1Dana-Farber Cancer Institute of Harvard Medical School, Boston, MA, USA, 2Louis A Weiss Memorial Hospital, Chicago, IL, USA, 3Eastern Virginia Medical School / Urology of Virginia, Norfolk, VA, USA, 4Dendreon, Seattle, WA, USA.
BACKGROUND: : In the IMPACT trial, sipuleucel−T reduced risk of death by 22.5% (P=0.032). A pre−specified subgroup analysis for baseline prognostic variables showed homogeneous treatment effects consistently favoring sipuleucel−T. In patients with baseline PSA below vs above the median, there was a trend toward greater treatment effect (HR=0.685 vs. 0.865). In this exploratory analysis, we further sub−divided baseline PSA into quartiles to evaluate potential treatment effect patterns.
METHODS: All randomized IMPACT patients (n=512) were categorized by baseline PSA quartile, ECOG, and other prognostic variables (LDH, PAP, ALP in bone−only disease, Hgb). Median overall survival (OS) and hazard ratio (HR) were estimated using Kaplan−Meier and Cox models, respectively.
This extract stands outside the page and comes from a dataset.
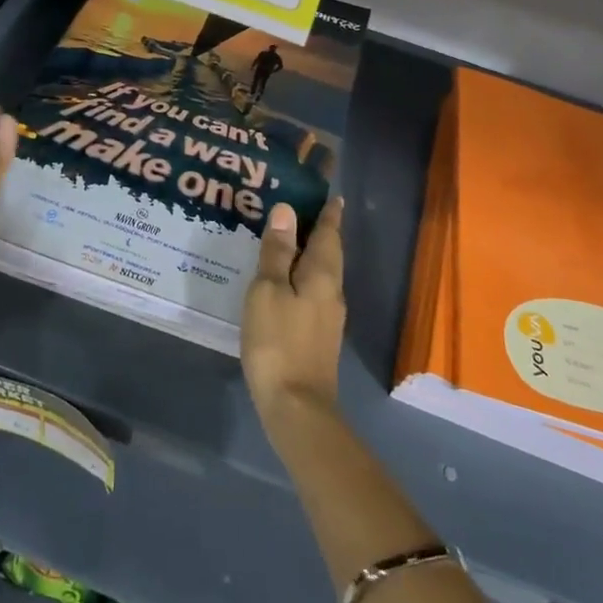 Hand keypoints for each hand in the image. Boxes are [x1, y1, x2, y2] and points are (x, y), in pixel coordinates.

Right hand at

RESULTS: Increasing baseline PSA quartile was associated with markers of advanced disease. Although there was inadequate power to demonstrate inter−quartile significance, data suggest a consistent treatment effect in all subsets and a trend toward an increased effect with lower baseline PSA. A similar benefit was suggested for other prognostic variables, with the exception of baseline Hgb.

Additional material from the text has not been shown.